Sollten sich die Bürger:innen der USA im Herbst für Donald Trump entscheiden, sieht es für den weltweiten Klimaschutz düster aus. Schon in seiner letzten Amtsperiode hat Trump veranlasst, dass die USA als bisher einziges Land aus dem Pariser Klimaabkommen austraten. Große Teile der Klimaschutzmaßnahmen seines Vorgängers Barack Obama hat er zurückgebaut und gleichzeitig die Öl- und Gasindustrie unterstützt. Sein Auftritt in diesem Wahlkampf lässt darauf schließen, dass er im Falle eines Sieges wohl wieder viel daran setzen wird, effektiven Klimaschutz möglichst zu verhindern.
Ein Grund für diese Annahme ist das "Project 2025", eine Sammlung ultrakonservativer bis rechter politischer Fantasien, die eine grundlegende Umstrukturierung der US-Regierung anstreben. Ob Privatisierung des nationalen Hochwasserversicherungsprogramms, der nationalen ozeanischen und atmosphärischen Verwaltung oder Auflösung der Abteilungen für Forschung und Umsetzung im Bereich saubere Energie – effektiver Klimaschutz soll verunmöglicht werden. Auch 140 Personen der letzten Trump-Administration haben an dem Dokument mitgearbeitet. Trump verspricht außerdem in seinen Wahlkampfreden, den Inflation Reduction Act rückabzuwickeln.

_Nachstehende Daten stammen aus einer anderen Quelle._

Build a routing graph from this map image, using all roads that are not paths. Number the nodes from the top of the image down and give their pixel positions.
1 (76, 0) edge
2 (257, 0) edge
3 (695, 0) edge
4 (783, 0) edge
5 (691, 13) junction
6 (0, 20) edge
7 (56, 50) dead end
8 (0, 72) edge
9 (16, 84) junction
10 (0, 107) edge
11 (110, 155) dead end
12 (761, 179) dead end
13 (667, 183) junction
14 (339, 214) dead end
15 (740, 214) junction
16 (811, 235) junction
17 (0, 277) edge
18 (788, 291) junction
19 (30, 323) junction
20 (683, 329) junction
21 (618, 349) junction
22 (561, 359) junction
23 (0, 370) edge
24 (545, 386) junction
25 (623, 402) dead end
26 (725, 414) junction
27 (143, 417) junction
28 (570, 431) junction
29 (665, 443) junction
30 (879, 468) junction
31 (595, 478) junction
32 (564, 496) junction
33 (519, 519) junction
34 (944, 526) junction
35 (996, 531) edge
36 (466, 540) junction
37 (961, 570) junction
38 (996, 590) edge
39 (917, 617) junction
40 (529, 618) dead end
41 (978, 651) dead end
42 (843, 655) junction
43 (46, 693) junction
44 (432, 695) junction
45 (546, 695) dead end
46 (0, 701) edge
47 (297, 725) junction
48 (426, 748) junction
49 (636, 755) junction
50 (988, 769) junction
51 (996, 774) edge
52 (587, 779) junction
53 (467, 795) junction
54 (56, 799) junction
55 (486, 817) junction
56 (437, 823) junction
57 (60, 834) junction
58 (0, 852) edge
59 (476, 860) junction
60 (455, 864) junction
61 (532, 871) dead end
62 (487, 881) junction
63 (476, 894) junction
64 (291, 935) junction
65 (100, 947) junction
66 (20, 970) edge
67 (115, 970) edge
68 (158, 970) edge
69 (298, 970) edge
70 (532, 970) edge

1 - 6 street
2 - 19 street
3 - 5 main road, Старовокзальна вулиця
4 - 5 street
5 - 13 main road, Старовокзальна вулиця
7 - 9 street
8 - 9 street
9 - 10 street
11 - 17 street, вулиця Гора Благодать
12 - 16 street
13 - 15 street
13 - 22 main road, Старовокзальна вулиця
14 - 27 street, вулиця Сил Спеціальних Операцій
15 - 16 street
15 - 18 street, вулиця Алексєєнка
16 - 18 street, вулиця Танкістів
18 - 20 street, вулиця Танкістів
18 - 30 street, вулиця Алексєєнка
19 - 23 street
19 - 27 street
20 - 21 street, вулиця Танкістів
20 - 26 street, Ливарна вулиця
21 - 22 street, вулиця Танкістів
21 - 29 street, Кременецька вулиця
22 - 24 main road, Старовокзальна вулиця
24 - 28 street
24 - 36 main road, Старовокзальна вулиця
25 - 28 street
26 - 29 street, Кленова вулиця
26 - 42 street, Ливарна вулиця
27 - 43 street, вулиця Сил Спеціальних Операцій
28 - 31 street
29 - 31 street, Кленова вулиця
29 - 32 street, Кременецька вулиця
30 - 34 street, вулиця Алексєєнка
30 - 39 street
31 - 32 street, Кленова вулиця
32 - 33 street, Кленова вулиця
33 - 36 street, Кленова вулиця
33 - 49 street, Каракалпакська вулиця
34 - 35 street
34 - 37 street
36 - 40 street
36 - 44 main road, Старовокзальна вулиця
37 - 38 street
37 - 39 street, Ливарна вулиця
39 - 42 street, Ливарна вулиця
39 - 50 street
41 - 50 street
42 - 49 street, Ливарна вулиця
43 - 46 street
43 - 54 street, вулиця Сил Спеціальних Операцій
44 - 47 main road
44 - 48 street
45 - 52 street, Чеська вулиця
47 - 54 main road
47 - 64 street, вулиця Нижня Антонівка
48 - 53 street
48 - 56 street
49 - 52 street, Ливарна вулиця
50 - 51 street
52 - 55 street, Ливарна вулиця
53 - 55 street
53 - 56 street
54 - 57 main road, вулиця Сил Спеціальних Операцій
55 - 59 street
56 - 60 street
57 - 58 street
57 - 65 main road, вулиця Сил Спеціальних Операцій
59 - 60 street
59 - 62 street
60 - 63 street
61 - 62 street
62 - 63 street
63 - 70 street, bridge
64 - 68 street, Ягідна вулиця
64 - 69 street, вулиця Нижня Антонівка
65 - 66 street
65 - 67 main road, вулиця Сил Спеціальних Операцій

Bekleidet Donald Trump ab Herbst das höchste Amt, kann das vielfach negative Auswirkungen für Europa haben: ob Handelskriege durch die Einführung von Zöllen, sicherheitspolitische Gefahren durch die Annäherung an Putin oder Unterstützung nationalistischer Kräfte in der EU selbst. Für effektiven Klimaschutz wäre der Republikaner ebenfalls eine Katastrophe. Öl- und Gas würden wohl in vollem Umfang weiter gefördert und die von Biden gesetzten Maßnahmen rückgebaut werden.
Sollte die nächste US-Präsidentin Kamala Harris heißen, könnte sich das für zukünftige Zusammenarbeit im Klimabereich positiv auswirken. Die Klimastrategie der USA hat große Auswirkungen auf die globalen Emissionen, schließlich verzeichnet das Land den zweithöchsten Ausstoß von Treibhausgasen weltweit (nach China). Die Wahl im November ist also eine Richtungsentscheidung für die ganze Welt. Sie wird wohl festlegen, wie und ob wir es schaffen, die Folgen der Klimakrise noch einzudämmen.